My question is about this section of the code:

Node curr=node;
while (node1 != null || node2 != null) {
    // First add the element from first list
    if (node1 != null) {
        curr.next = node1;
        curr = curr.next;
        node1 = node1.next;
    }
    // Then add the element from second list
    if (node2 != null) {
        curr.next = node2;
        curr = curr.next;
        node2 = node2.next;
    }
}

I debugged this in VScode, and I see that when curr is pointing to node the statement curr.next=node1 creates a change in node. But when doing curr=curr.next no changes are made to node. Why is that happening?

CodePudding user response：

curr is point to node and when curr.next=node1 it also create change in node but when curr=curr.next it does not make any changes in node

The only way to make a change to an object, is to assign somehow to properties of that object. This is what curr.next=node1 does: it assigns something to an object's next property.

On the other hand, an assignment to a variable will never change an object. It merely changes the content of a variable. That is what curr=curr.next does.

It may help to visualise it.

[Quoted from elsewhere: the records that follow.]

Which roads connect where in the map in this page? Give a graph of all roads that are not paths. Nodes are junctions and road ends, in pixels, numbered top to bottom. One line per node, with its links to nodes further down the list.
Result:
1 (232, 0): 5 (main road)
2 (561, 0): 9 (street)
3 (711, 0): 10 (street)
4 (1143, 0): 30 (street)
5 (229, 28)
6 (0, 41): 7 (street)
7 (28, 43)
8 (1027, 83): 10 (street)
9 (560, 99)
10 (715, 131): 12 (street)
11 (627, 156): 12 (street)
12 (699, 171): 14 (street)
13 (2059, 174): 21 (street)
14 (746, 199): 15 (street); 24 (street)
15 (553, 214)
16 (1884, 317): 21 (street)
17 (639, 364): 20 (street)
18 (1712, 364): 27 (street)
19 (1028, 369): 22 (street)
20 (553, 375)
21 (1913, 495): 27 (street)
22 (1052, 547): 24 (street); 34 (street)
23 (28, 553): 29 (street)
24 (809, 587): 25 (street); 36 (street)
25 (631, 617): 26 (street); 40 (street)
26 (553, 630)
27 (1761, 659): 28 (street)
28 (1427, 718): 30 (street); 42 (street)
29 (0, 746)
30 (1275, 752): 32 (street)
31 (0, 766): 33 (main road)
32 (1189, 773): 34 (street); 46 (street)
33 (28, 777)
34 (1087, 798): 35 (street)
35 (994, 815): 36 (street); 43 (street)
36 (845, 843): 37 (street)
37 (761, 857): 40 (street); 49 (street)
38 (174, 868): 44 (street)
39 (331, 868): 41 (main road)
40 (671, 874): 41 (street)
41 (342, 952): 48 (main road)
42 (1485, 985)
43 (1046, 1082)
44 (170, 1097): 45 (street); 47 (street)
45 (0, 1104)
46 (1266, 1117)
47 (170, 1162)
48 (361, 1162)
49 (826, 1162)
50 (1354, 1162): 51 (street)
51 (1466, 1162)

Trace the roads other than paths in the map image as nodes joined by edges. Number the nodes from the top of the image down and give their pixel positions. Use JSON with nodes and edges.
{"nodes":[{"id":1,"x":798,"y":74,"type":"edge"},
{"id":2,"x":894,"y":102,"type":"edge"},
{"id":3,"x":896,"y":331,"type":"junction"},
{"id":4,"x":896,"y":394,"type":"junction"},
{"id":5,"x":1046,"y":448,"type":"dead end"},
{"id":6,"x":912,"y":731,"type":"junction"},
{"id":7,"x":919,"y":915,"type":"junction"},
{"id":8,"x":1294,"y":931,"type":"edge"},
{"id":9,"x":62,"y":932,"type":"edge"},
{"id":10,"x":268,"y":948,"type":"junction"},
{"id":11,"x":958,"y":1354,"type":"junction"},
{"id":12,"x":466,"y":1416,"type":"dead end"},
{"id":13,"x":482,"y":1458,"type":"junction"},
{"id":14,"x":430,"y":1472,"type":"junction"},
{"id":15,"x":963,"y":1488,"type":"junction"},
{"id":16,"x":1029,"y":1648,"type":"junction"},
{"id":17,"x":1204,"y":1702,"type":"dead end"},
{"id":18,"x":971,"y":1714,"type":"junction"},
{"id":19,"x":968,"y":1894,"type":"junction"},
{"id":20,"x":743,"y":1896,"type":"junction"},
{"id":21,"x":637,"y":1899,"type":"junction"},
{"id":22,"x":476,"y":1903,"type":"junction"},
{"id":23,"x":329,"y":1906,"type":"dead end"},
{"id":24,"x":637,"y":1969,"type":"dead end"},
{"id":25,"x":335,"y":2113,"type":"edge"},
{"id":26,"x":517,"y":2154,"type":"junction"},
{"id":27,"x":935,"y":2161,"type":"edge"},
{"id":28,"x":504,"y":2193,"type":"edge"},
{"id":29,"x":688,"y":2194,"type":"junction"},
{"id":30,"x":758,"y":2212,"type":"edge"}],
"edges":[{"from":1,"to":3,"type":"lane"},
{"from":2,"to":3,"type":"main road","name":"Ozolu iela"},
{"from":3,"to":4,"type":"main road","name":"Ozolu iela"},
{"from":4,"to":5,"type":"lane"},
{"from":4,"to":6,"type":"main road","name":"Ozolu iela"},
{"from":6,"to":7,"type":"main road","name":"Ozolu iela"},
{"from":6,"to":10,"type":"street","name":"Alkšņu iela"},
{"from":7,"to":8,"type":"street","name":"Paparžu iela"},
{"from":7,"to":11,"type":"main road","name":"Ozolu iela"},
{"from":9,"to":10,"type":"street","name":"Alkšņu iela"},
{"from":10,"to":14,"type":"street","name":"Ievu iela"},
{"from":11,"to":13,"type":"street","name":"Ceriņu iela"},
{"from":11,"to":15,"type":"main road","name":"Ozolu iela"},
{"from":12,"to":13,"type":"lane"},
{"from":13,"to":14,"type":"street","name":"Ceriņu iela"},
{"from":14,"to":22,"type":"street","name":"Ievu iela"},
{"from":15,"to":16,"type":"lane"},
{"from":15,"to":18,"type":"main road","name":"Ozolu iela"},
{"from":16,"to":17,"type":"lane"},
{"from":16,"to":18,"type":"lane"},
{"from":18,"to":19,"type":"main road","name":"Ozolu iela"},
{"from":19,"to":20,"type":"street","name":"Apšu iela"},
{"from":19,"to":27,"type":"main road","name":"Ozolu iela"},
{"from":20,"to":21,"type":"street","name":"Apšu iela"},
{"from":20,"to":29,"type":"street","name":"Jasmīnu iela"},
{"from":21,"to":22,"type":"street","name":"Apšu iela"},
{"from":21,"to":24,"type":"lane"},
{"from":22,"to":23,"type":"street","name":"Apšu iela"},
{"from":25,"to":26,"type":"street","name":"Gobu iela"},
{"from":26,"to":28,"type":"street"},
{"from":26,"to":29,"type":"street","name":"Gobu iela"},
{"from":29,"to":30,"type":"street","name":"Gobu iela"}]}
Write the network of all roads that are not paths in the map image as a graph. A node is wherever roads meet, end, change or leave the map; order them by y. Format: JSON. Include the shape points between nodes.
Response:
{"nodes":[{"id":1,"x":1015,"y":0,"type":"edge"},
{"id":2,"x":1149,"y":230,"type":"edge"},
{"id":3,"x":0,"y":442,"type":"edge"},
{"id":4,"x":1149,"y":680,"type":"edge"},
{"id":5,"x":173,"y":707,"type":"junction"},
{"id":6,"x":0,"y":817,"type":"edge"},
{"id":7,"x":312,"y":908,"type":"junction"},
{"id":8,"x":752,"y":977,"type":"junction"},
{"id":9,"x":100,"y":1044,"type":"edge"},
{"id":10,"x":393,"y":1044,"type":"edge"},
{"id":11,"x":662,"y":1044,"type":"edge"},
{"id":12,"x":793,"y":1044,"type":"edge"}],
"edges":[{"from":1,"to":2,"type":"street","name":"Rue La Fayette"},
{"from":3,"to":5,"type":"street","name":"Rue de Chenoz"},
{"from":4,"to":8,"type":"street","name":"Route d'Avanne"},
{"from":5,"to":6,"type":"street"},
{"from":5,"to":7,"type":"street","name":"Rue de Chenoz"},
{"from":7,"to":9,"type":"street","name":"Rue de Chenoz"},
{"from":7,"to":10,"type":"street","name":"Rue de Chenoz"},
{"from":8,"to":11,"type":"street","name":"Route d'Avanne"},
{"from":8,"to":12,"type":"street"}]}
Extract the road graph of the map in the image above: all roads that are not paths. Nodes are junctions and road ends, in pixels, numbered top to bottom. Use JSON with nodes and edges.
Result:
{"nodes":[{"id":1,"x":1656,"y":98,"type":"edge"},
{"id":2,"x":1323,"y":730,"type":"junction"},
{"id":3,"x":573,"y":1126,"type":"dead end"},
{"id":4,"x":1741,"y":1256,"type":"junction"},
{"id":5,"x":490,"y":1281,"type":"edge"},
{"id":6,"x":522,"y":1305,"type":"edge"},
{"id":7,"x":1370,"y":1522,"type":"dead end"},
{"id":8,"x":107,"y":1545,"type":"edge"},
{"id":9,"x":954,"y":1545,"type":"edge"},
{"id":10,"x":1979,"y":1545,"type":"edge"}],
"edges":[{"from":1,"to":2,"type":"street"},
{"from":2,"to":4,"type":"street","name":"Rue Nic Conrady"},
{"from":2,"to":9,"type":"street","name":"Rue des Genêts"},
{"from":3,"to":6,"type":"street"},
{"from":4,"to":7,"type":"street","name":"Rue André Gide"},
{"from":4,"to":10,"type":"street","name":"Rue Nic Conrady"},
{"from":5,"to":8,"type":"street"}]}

Let's say we have node after the first loop (in a list with just one node)

node
 ↓
┌────────────┐
│ data: 1    │ 
│ next: null │ 
└────────────┘

Then Node node1 = node; creates a new reference to the same node:

node  node1
 ↓     ↓
┌────────────┐
│ data: 1    │ 
│ next: null │ 
└────────────┘

A bit later, we create a new node with node = new Node(0);:

node             node1
 ↓                ↓
┌────────────┐   ┌────────────┐
│ data: 0    │   │ data: 1    │
│ next: null │   │ next: null │ 
└────────────┘   └────────────┘

When Node curr=node; executes, we merely get a variable that references the same node as node:

node  curr       node1
 ↓     ↓          ↓
┌────────────┐   ┌────────────┐
│ data: 0    │   │ data: 1    │
│ next: null │   │ next: null │ 
└────────────┘   └────────────┘

When curr.next=node1 is executed, the next property of the object is set to reference the object that node1 is referencing. So:

node  curr       node1
 ↓     ↓          ↓
┌────────────┐   ┌────────────┐
│ data: 0    │   │ data: 1    │
│ next: ────────►│ next: null │ 
└────────────┘   └────────────┘

But when curr=curr.next is executed, no object is mutated. This assigns to a variable, and that only affects that variable, not what it references:

node             curr  node1
 ↓                ↓     ↓
┌────────────┐   ┌────────────┐
│ data: 0    │   │ data: 1    │
│ next: ────────►│ next: null │ 
└────────────┘   └────────────┘

I hope this clarifies the difference.